■ **EXERCISE PROMPT**
Return all records exactly. Nothing may be added.

[Collected data]
○ ○ ○ ○ ○ ○ ○
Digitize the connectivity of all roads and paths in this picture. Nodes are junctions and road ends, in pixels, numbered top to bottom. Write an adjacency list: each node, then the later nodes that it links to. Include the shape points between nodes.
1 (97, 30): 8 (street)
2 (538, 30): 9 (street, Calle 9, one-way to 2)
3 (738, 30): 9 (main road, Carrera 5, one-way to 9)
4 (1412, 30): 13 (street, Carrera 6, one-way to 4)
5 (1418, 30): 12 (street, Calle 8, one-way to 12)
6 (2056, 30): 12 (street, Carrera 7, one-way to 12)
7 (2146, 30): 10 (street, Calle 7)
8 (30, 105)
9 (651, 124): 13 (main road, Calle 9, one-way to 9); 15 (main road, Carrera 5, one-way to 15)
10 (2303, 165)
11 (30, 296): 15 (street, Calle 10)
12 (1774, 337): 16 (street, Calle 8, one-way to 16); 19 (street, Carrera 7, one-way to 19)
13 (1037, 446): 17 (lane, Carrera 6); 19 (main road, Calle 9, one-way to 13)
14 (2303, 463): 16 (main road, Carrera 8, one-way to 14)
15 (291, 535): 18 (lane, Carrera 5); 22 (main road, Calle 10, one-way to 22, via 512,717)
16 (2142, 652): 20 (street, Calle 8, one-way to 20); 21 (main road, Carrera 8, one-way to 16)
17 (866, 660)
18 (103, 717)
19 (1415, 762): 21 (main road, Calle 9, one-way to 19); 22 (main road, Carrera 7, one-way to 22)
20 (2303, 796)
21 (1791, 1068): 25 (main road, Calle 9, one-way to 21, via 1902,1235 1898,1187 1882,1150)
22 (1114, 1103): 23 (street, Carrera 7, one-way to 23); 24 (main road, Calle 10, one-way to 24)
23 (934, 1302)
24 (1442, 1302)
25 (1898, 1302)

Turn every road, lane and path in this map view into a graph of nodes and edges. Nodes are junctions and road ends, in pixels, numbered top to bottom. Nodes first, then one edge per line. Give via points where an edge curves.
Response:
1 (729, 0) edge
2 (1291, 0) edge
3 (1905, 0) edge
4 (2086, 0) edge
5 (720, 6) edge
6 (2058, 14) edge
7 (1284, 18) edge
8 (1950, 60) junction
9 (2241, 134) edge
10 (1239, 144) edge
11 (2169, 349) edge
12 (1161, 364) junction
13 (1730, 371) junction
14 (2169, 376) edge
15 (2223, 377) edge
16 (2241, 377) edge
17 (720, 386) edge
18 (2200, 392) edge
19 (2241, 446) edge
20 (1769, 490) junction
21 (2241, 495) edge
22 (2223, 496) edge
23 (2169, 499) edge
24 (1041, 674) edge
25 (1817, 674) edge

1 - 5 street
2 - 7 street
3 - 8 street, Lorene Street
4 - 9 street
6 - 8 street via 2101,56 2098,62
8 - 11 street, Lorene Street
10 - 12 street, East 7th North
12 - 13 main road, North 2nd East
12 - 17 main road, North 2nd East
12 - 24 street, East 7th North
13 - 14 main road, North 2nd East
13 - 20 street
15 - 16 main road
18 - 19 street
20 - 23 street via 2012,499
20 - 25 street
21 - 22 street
○ ○ ○ ○ ○ ○ ○
■ **YOUR RESPONSE**
Digitize the connectivity of all roads and paths in this picture. Nodes are junctions and road ends, in pixels, numbered top to bottom. Write an adjacency list: each node, then the later nodes that it links to. Include the shape points between nodes.
1 (97, 30): 8 (street)
2 (538, 30): 9 (street, Calle 9, one-way to 2)
3 (738, 30): 9 (main road, Carrera 5, one-way to 9)
4 (1412, 30): 13 (street, Carrera 6, one-way to 4)
5 (1418, 30): 12 (street, Calle 8, one-way to 12)
6 (2056, 30): 12 (street, Carrera 7, one-way to 12)
7 (2146, 30): 10 (street, Calle 7)
8 (30, 105)
9 (651, 124): 13 (main road, Calle 9, one-way to 9); 15 (main road, Carrera 5, one-way to 15)
10 (2303, 165)
11 (30, 296): 15 (street, Calle 10)
12 (1774, 337): 16 (street, Calle 8, one-way to 16); 19 (street, Carrera 7, one-way to 19)
13 (1037, 446): 17 (lane, Carrera 6); 19 (main road, Calle 9, one-way to 13)
14 (2303, 463): 16 (main road, Carrera 8, one-way to 14)
15 (291, 535): 18 (lane, Carrera 5); 22 (main road, Calle 10, one-way to 22, via 512,717)
16 (2142, 652): 20 (street, Calle 8, one-way to 20); 21 (main road, Carrera 8, one-way to 16)
17 (866, 660)
18 (103, 717)
19 (1415, 762): 21 (main road, Calle 9, one-way to 19); 22 (main road, Carrera 7, one-way to 22)
20 (2303, 796)
21 (1791, 1068): 25 (main road, Calle 9, one-way to 21, via 1902,1235 1898,1187 1882,1150)
22 (1114, 1103): 23 (street, Carrera 7, one-way to 23); 24 (main road, Calle 10, one-way to 24)
23 (934, 1302)
24 (1442, 1302)
25 (1898, 1302)

Turn every road, lane and path in this map view into a graph of nodes and edges. Nodes are junctions and road ends, in pixels, numbered top to bottom. Nodes first, then one edge per line. Give via points where an edge curves.
Response:
1 (729, 0) edge
2 (1291, 0) edge
3 (1905, 0) edge
4 (2086, 0) edge
5 (720, 6) edge
6 (2058, 14) edge
7 (1284, 18) edge
8 (1950, 60) junction
9 (2241, 134) edge
10 (1239, 144) edge
11 (2169, 349) edge
12 (1161, 364) junction
13 (1730, 371) junction
14 (2169, 376) edge
15 (2223, 377) edge
16 (2241, 377) edge
17 (720, 386) edge
18 (2200, 392) edge
19 (2241, 446) edge
20 (1769, 490) junction
21 (2241, 495) edge
22 (2223, 496) edge
23 (2169, 499) edge
24 (1041, 674) edge
25 (1817, 674) edge

1 - 5 street
2 - 7 street
3 - 8 street, Lorene Street
4 - 9 street
6 - 8 street via 2101,56 2098,62
8 - 11 street, Lorene Street
10 - 12 street, East 7th North
12 - 13 main road, North 2nd East
12 - 17 main road, North 2nd East
12 - 24 street, East 7th North
13 - 14 main road, North 2nd East
13 - 20 street
15 - 16 main road
18 - 19 street
20 - 23 street via 2012,499
20 - 25 street
21 - 22 street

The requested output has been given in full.